● **Supplied data**
⁂

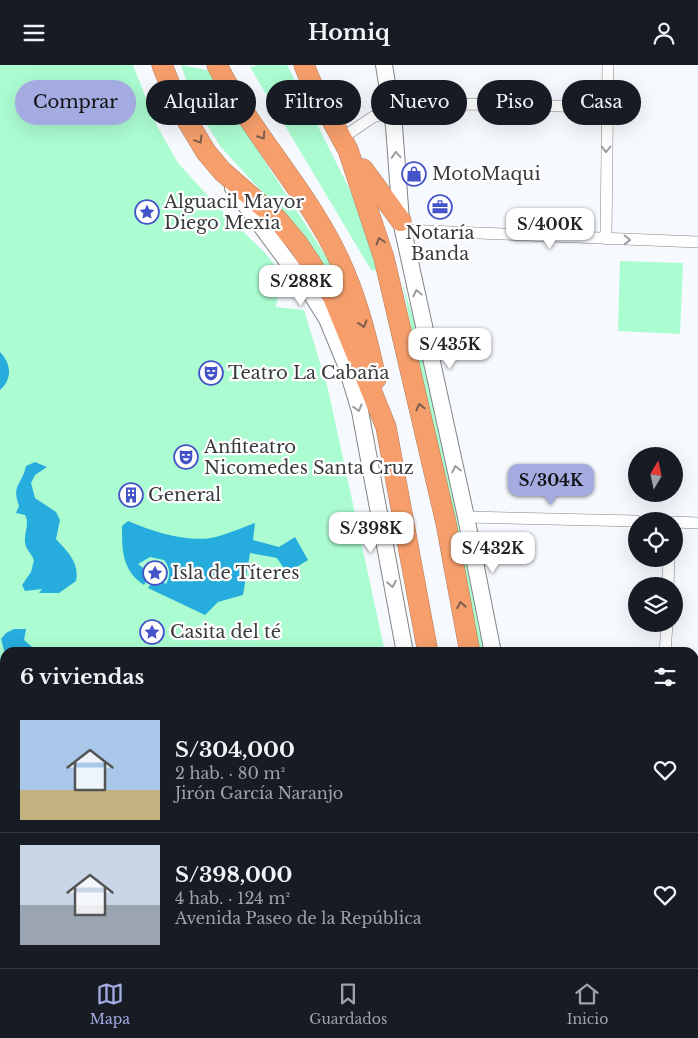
<!DOCTYPE html>
<html lang="es">
<meta charset="utf-8">
<style>
body{margin:0;font-family:"Libre Baskerville",serif;background:#242831;color:#f1f3f6;height:100vh;display:flex;flex-direction:column;font-size:19px;white-space:nowrap}
*{box-sizing:border-box;margin:0}
p{font-size:16px;color:#9ea1a6}
.icon{flex:none;width:28px;height:28px;fill:none;stroke:currentColor;stroke-width:2;stroke-linecap:round;stroke-linejoin:round}
.map{position:relative;flex:1;overflow:hidden}
.sheet{position:absolute;left:0px;top:582px;width:699px;height:321px;display:flex;flex-direction:column;background:#171b24;border-radius:15px 15px 0 0;box-shadow:0 5px 20px #0002}
.sheet>*{flex:none}
.top-card{position:absolute;left:15px;top:15px;width:669px;height:45px;display:flex;gap:10px}
.needle{width:32px;rotate:9deg}
.controls{position:absolute;left:628px;top:382px;display:grid;gap:10px}
.controls a{display:grid;place-items:center;width:55px;height:55px;border-radius:50%;background:#171b24;box-shadow:0 5px 20px #0002;font-size:25px}
.price{position:absolute;translate:-50% -42px;padding:0 11px;border-radius:10px;background:#fff;color:#222;font-size:16px;line-height:32px;filter:drop-shadow(0 1px 2px #0008)}
.price::after{content:'';position:absolute;left:50%;top:30px;width:15px;height:11px;margin-left:-8px;background:inherit;clip-path:polygon(0 0,100% 0,50% 100%)}
.price.on{background:#a3abe1;color:#111}
ul{padding:0;list-style:none}
li{display:flex;align-items:center;gap:15px;height:125px;padding:0 20px}
li+li{border-top:1px solid #363941}
li span{display:grid;place-items:center;flex:none;width:140px;height:100px;border-radius:0px;color:#555}
li>.icon{margin-inline-start:auto}
span .icon{width:60px;height:60px;fill:#fffc;stroke-width:1}
li b{font-size:21px}
h2{display:flex;justify-content:space-between;align-items:center;height:60px;padding:0 20px;font-size:21px}
.pill{padding:0 18px;border-radius:22px;background:#171b24;box-shadow:0 5px 20px #0002;font-size:18px;line-height:45px}
.pill.on{background:#a3abe1;color:#111}
header{display:flex;justify-content:space-between;align-items:center;height:65px;padding:0 20px;background:#171b24;font-size:22px;font-weight:700}
.dock{display:flex;justify-content:space-around;align-items:center;height:70px;border-top:1px solid #363941;background:#171b24;font-size:14px;color:#9ea1a6}
.dock a{display:grid;justify-items:center;gap:2px}
.dock .on{color:#a3abe1}
.map>svg:first-child{display:block}
</style>
<header><svg class="icon" aria-label="menu" viewBox="0 0 24 24"><path d="M4 6h16M4 12h16M4 18h16"/></svg>Homiq<svg class="icon" aria-label="person" viewBox="0 0 24 24"><circle cx="12" cy="8" r="4"/><path d="M4 21q1-7 8-7t8 7"/></svg></header>
<div class="map">
<svg width="698" height="903" viewBox="0 0 698 903">
<rect width="100%" height="100%" fill="#f6f9fe"/>
<path fill="#abfcd1" d="M0,0h133l24,61 21,37 41,45 45,44 18,22 -6,33 28,3 24,79 57,263 -380,1v121l-5,-1z
M181,0l30,6 23,42 104,162 -7,3 -30,-43 -81,-89 -26,-43z
M258,0h29l64,127 27,79 -7,-1 -121,-203z
M620,196l63,2 -3,71 -62,-3z
M402,217l24,77 58,293h-9z"/>
<path fill="#26acdd" d="M0,287c11,11 13,27 0,38z
M35,397l12,5 -12,8 -4,8 4,15 21,14 4,8 -4,19c11,12 24,24 20,42l-17,12h-20l3,-4 -17,2 -3,-6 9,-13 3,-12c-3,-7 -8,-10 -9,-18 -1,-10 5,-18 0,-27l-9,-2 3,-7c-8,-21 3,-21 7,-40z
M128,456c24,10 56,21 83,17 15,-3 30,-10 44,-15l-2,17 26,7 16,-10 13,23 -21,13 -10,-15 -27,-5 -7,42 -25,7 -13,13 -57,-27 8,-11 10,7c5,-8 4,-17 -2,-24l-14,-3 -12,7 13,10 -7,11c-22,-15 -22,-34 -22,-59z
M14,564h12l-2,11 8,7 12,5 -39,2 -4,-15 5,-6z"/>
<g fill="none" stroke-linecap="round" stroke-linejoin="round">
<g stroke="#838589" stroke-width="12">
<path id="street" d="M342,73l31,-21 39,-11 51,-2 144,3
M403,165l295,12
M606,174l2,-174
M466,452l170,4
M674,457l24,1
M668,521l1,-27
M665,588l2,-29
M694,610h4
M168,903l4,-4"/>
</g>
<g stroke="#838589" stroke-width="18">
<path id="secondary" d="M384,0l10,61 7,95 65,296 27,136
M233,123l77,104 17,27 19,46 14,46 45,242
M0,731l5,-1
M694,746h4
M0,752h5
M694,768h4
M466,899l1,4
M551,899l1,4"/>
</g>
<g stroke="#b47c5c" stroke-width="21">
<path id="highway" d="M162,0l17,42 27,45 16,19 56,49 20,24 35,53 53,130 42,226
M217,0c32,64 82,117 115,180 22,42 34,87 44,134
M304,0l7,17 37,68 36,108 62,265 24,130
M363,104l38,52
M486,899l1,4
M527,899l1,4"/>
</g>
<use href="#street" stroke="#fff" stroke-width="11"/>
<use href="#secondary" stroke="#fff" stroke-width="16"/>
<use href="#highway" stroke="#f69f6c" stroke-width="20"/>
</g>
<defs><path id="oneway-chevron" d="M-2-3.5L2.5 0L-2 3.5" fill="none" stroke-width="1.6" stroke-linecap="round" stroke-linejoin="round" transform="scale(1.25)"/></defs>
<g stroke="#7c5e4d">
<use href="#oneway-chevron" transform="translate(262 71) rotate(57)"/>
<use href="#oneway-chevron" transform="translate(199 75) rotate(59)"/>
<use href="#oneway-chevron" transform="translate(380 176) rotate(-106)"/>
<use href="#oneway-chevron" transform="translate(363 259) rotate(73)"/>
<use href="#oneway-chevron" transform="translate(420 342) rotate(-103)"/>
<use href="#oneway-chevron" transform="translate(461 540) rotate(-100)"/>
</g>
<g stroke="#9c9d9e">
<use href="#oneway-chevron" transform="translate(606 84) rotate(91)"/>
<use href="#oneway-chevron" transform="translate(396 90) rotate(-94)"/>
<use href="#oneway-chevron" transform="translate(627 175) rotate(1)"/>
<use href="#oneway-chevron" transform="translate(417 228) rotate(-102)"/>
<use href="#oneway-chevron" transform="translate(358 343) rotate(75)"/>
<use href="#oneway-chevron" transform="translate(456 404) rotate(-102)"/>
<use href="#oneway-chevron" transform="translate(392 519) rotate(79)"/>
</g>
<defs>
<g id="shop-ring" transform="scale(1.25)"><circle r="9.5" fill="#fff" stroke="#4453c7" stroke-width="1.5"/><path d="M-5-2.5h2.3a2.7 3.5 0 0 1 5.4 0H5L5.5 6h-11ZM-1.5-2.5h3a1.5 2.3 0 0 0-3 0Z" fill="#4453c7"/></g>
<g id="office-ring" transform="scale(1.25)"><circle r="9.5" fill="#fff" stroke="#4453c7" stroke-width="1.5"/><path d="M-6-3h4V-5.5h4V-3h4V5H-6ZM-1-4.5V-3h2v-1.5ZM-6 0V1H6V0Z" fill="#4453c7"/></g>
<g id="sight-ring" transform="scale(1.25)"><circle r="9.5" fill="#fff" stroke="#4453c7" stroke-width="1.5"/><path d="M0-6L1.8-2.2L6-1.7L2.9 1.2L3.7 5.4L0 3.3L-3.7 5.4L-2.9 1.2L-6-1.7L-1.8-2.2Z" fill="#4453c7"/></g>
<g id="theatre-ring" transform="scale(1.25)"><circle r="9.5" fill="#fff" stroke="#4453c7" stroke-width="1.5"/><path d="M-5-5.5Q0-4 5-5.5V0Q5 5 0 6Q-5 5-5 0ZM-3.3-2.5H-1v1.5H-3.3ZM1-2.5H3.3v1.5H1ZM-2.8 1Q0 5.5 2.8 1Z" fill="#4453c7"/></g>
<g id="building-ring" transform="scale(1.25)"><circle r="9.5" fill="#fff" stroke="#4453c7" stroke-width="1.5"/><path d="M-4-6H4V6H1V3H-1V6H-4ZM-2.5-4.3h1.7v1.8h-1.7ZM.8-4.3h1.7v1.8H.8ZM-2.5-1h1.7V.8h-1.7ZM.8-1h1.7V.8H.8Z" fill="#4453c7"/></g>
</defs>
<g fill-rule="evenodd">
<use href="#shop-ring" x="414" y="109"/>
<use href="#office-ring" x="440" y="142"/>
<use href="#sight-ring" x="147" y="147"/>
<use href="#theatre-ring" x="211" y="308"/>
<use href="#theatre-ring" x="186" y="392"/>
<use href="#building-ring" x="131" y="430"/>
<use href="#sight-ring" x="155" y="508"/>
<use href="#sight-ring" x="152" y="567"/>
</g>
<g text-anchor="middle" stroke-width="4.5" stroke-linejoin="round" paint-order="stroke">
<g font-size="18" fill="#3a3b3d" stroke="#fff" text-anchor="start">
<text x="432" y="115">MotoMaqui</text>
<text x="164" y="143">Alguacil Mayor<tspan x="164" dy="21">Diego Mexia</tspan></text>
<text x="440" y="174" text-anchor="middle">Notaría<tspan x="440" dy="21">Banda</tspan></text>
<text x="228" y="314">Teatro La Cabaña</text>
<text x="204" y="388">Anfiteatro<tspan x="204" dy="21">Nicomedes Santa Cruz</tspan></text>
<text x="148" y="436">General</text>
<text x="172" y="514">Isla de Títeres</text>
<text x="170" y="573">Casita del té</text>
</g>
</g>
</svg>
<div class="controls">
<a><svg class="needle" viewBox="-14 -14 28 28"><path d="M0-13l5 13h-10z" fill="#e53935"/><path d="M0 13l5-13h-10z" fill="#9ea1a6"/></svg></a>
<a><svg class="icon" aria-label="locate" viewBox="0 0 24 24"><circle cx="12" cy="12" r="6"/><path d="M12 2v4M12 18v4M2 12h4M18 12h4"/></svg></a>
<a><svg class="icon" aria-label="layers" viewBox="0 0 24 24"><path d="M12 4l9 5-9 5-9-5zM3 14l9 5 9-5"/></svg></a>
</div>
<b class="price" style="left:550px;top:185px">S/400K</b>
<b class="price" style="left:301px;top:242px">S/288K</b>
<b class="price" style="left:450px;top:305px">S/435K</b>
<b class="price on" style="left:551px;top:441px">S/304K</b>
<b class="price" style="left:371px;top:489px">S/398K</b>
<b class="price" style="left:493px;top:509px">S/432K</b>
<div class="top-card">
<a class="pill on">Comprar</a>
<a class="pill">Alquilar</a>
<a class="pill">Filtros</a>
<a class="pill">Nuevo</a>
<a class="pill">Piso</a>
<a class="pill">Casa</a>
</div>
<section class="sheet">
<h2>6 viviendas<svg class="icon" aria-label="filters" viewBox="0 0 24 24"><path d="M4 7h16M4 17h16"/><circle cx="9" cy="7" r="2"/><circle cx="15" cy="17" r="2"/></svg></h2>
<ul>
<li><span style="background:linear-gradient(#a9c7e8 70%,#c2b280 0)"><svg class="icon" aria-label="home" viewBox="0 0 24 24"><path d="M3 11l9-7 9 7M6 9v11h12V9"/></svg></span><div><b>S/304,000</b><p>2 hab. · 80 m²</p><p>Jirón García Naranjo</p></div><svg class="icon" aria-label="heart" viewBox="0 0 24 24"><path d="M12 20l-8-8c-3-5 5-10 8-4 3-6 11-1 8 4z"/></svg></li>
<li><span style="background:linear-gradient(#c9d6e8 60%,#9aa5b1 0)"><svg class="icon" aria-label="home" viewBox="0 0 24 24"><path d="M3 11l9-7 9 7M6 9v11h12V9"/></svg></span><div><b>S/398,000</b><p>4 hab. · 124 m²</p><p>Avenida Paseo de la República</p></div><svg class="icon" aria-label="heart" viewBox="0 0 24 24"><path d="M12 20l-8-8c-3-5 5-10 8-4 3-6 11-1 8 4z"/></svg></li>
</ul>
</section>
</div>
<nav class="dock">
<a class="on"><svg class="icon" aria-label="map" viewBox="0 0 24 24"><path d="M3 6l6-2 6 2 6-2v14l-6 2-6-2-6 2zM9 4v14M15 6v14"/></svg>Mapa</a>
<a><svg class="icon" aria-label="saved" viewBox="0 0 24 24"><path d="M7 4h10v16l-5-4-5 4z"/></svg>Guardados</a>
<a><svg class="icon" aria-label="home" viewBox="0 0 24 24"><path d="M3 11l9-7 9 7M6 9v11h12V9"/></svg>Inicio</a>
</nav>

⁂

● **Work required**
Transcribe, exactly and without additions, the lines of the records above, beginning with the line that contains "M14,564h12l-2,11 8,7 12,5" and ending with the line that contains "M466,899l1,4", both included.

● **Solution**
M14,564h12l-2,11 8,7 12,5 -39,2 -4,-15 5,-6z"/>
<g fill="none" stroke-linecap="round" stroke-linejoin="round">
<g stroke="#838589" stroke-width="12">
<path id="street" d="M342,73l31,-21 39,-11 51,-2 144,3
M403,165l295,12
M606,174l2,-174
M466,452l170,4
M674,457l24,1
M668,521l1,-27
M665,588l2,-29
M694,610h4
M168,903l4,-4"/>
</g>
<g stroke="#838589" stroke-width="18">
<path id="secondary" d="M384,0l10,61 7,95 65,296 27,136
M233,123l77,104 17,27 19,46 14,46 45,242
M0,731l5,-1
M694,746h4
M0,752h5
M694,768h4
M466,899l1,4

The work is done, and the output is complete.